Problem statement ->
I would like you to transcribe all of the data exactly.

Source data ->
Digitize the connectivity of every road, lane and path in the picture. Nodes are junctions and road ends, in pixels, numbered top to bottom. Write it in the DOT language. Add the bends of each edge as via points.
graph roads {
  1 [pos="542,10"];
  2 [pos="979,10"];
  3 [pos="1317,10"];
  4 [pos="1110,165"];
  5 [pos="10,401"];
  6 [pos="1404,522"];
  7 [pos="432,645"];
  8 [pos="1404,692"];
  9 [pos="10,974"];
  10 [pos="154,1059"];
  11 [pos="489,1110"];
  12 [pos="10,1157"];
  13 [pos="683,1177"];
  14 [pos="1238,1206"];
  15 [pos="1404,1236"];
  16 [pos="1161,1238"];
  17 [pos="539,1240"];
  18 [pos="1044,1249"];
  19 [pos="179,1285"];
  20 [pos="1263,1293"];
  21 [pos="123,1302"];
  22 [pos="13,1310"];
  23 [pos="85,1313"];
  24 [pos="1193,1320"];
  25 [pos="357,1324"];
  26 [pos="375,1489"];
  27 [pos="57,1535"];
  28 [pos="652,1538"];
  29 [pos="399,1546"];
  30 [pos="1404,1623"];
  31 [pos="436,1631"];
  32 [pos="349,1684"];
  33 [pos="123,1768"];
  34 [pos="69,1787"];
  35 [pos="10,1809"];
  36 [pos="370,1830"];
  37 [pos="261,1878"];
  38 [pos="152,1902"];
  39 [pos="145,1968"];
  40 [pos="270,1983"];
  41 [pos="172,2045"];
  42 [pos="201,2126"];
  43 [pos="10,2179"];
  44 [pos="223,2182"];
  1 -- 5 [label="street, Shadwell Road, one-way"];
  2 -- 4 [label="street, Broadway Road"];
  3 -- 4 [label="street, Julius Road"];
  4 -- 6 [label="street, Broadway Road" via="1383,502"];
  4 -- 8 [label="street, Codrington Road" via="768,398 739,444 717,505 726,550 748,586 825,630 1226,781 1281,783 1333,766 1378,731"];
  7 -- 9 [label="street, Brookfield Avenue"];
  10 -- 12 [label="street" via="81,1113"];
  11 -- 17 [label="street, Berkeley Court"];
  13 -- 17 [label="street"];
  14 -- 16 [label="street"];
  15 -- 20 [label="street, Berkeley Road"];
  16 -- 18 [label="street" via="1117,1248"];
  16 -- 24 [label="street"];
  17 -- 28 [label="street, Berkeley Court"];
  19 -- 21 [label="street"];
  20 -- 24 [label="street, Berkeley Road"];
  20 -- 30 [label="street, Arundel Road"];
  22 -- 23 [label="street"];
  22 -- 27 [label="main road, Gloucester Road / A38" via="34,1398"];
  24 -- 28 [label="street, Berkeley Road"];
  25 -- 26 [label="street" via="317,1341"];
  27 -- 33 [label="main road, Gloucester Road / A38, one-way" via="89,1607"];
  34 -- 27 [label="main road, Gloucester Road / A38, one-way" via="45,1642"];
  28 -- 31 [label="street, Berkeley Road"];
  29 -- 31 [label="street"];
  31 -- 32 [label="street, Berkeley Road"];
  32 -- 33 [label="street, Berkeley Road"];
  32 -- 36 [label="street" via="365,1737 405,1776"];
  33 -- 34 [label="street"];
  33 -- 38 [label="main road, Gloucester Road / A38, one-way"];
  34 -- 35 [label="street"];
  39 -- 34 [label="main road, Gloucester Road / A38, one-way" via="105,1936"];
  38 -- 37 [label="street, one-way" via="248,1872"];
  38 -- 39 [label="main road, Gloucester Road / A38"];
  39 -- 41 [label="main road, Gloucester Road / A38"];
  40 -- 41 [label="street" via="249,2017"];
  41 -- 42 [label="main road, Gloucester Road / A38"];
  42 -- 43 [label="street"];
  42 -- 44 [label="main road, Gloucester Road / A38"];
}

Answer to this task ->
Digitize the connectivity of every road, lane and path in the picture. Nodes are junctions and road ends, in pixels, numbered top to bottom. Write it in the DOT language. Add the bends of each edge as via points.
graph roads {
  1 [pos="542,10"];
  2 [pos="979,10"];
  3 [pos="1317,10"];
  4 [pos="1110,165"];
  5 [pos="10,401"];
  6 [pos="1404,522"];
  7 [pos="432,645"];
  8 [pos="1404,692"];
  9 [pos="10,974"];
  10 [pos="154,1059"];
  11 [pos="489,1110"];
  12 [pos="10,1157"];
  13 [pos="683,1177"];
  14 [pos="1238,1206"];
  15 [pos="1404,1236"];
  16 [pos="1161,1238"];
  17 [pos="539,1240"];
  18 [pos="1044,1249"];
  19 [pos="179,1285"];
  20 [pos="1263,1293"];
  21 [pos="123,1302"];
  22 [pos="13,1310"];
  23 [pos="85,1313"];
  24 [pos="1193,1320"];
  25 [pos="357,1324"];
  26 [pos="375,1489"];
  27 [pos="57,1535"];
  28 [pos="652,1538"];
  29 [pos="399,1546"];
  30 [pos="1404,1623"];
  31 [pos="436,1631"];
  32 [pos="349,1684"];
  33 [pos="123,1768"];
  34 [pos="69,1787"];
  35 [pos="10,1809"];
  36 [pos="370,1830"];
  37 [pos="261,1878"];
  38 [pos="152,1902"];
  39 [pos="145,1968"];
  40 [pos="270,1983"];
  41 [pos="172,2045"];
  42 [pos="201,2126"];
  43 [pos="10,2179"];
  44 [pos="223,2182"];
  1 -- 5 [label="street, Shadwell Road, one-way"];
  2 -- 4 [label="street, Broadway Road"];
  3 -- 4 [label="street, Julius Road"];
  4 -- 6 [label="street, Broadway Road" via="1383,502"];
  4 -- 8 [label="street, Codrington Road" via="768,398 739,444 717,505 726,550 748,586 825,630 1226,781 1281,783 1333,766 1378,731"];
  7 -- 9 [label="street, Brookfield Avenue"];
  10 -- 12 [label="street" via="81,1113"];
  11 -- 17 [label="street, Berkeley Court"];
  13 -- 17 [label="street"];
  14 -- 16 [label="street"];
  15 -- 20 [label="street, Berkeley Road"];
  16 -- 18 [label="street" via="1117,1248"];
  16 -- 24 [label="street"];
  17 -- 28 [label="street, Berkeley Court"];
  19 -- 21 [label="street"];
  20 -- 24 [label="street, Berkeley Road"];
  20 -- 30 [label="street, Arundel Road"];
  22 -- 23 [label="street"];
  22 -- 27 [label="main road, Gloucester Road / A38" via="34,1398"];
  24 -- 28 [label="street, Berkeley Road"];
  25 -- 26 [label="street" via="317,1341"];
  27 -- 33 [label="main road, Gloucester Road / A38, one-way" via="89,1607"];
  34 -- 27 [label="main road, Gloucester Road / A38, one-way" via="45,1642"];
  28 -- 31 [label="street, Berkeley Road"];
  29 -- 31 [label="street"];
  31 -- 32 [label="street, Berkeley Road"];
  32 -- 33 [label="street, Berkeley Road"];
  32 -- 36 [label="street" via="365,1737 405,1776"];
  33 -- 34 [label="street"];
  33 -- 38 [label="main road, Gloucester Road / A38, one-way"];
  34 -- 35 [label="street"];
  39 -- 34 [label="main road, Gloucester Road / A38, one-way" via="105,1936"];
  38 -- 37 [label="street, one-way" via="248,1872"];
  38 -- 39 [label="main road, Gloucester Road / A38"];
  39 -- 41 [label="main road, Gloucester Road / A38"];
  40 -- 41 [label="street" via="249,2017"];
  41 -- 42 [label="main road, Gloucester Road / A38"];
  42 -- 43 [label="street"];
  42 -- 44 [label="main road, Gloucester Road / A38"];
}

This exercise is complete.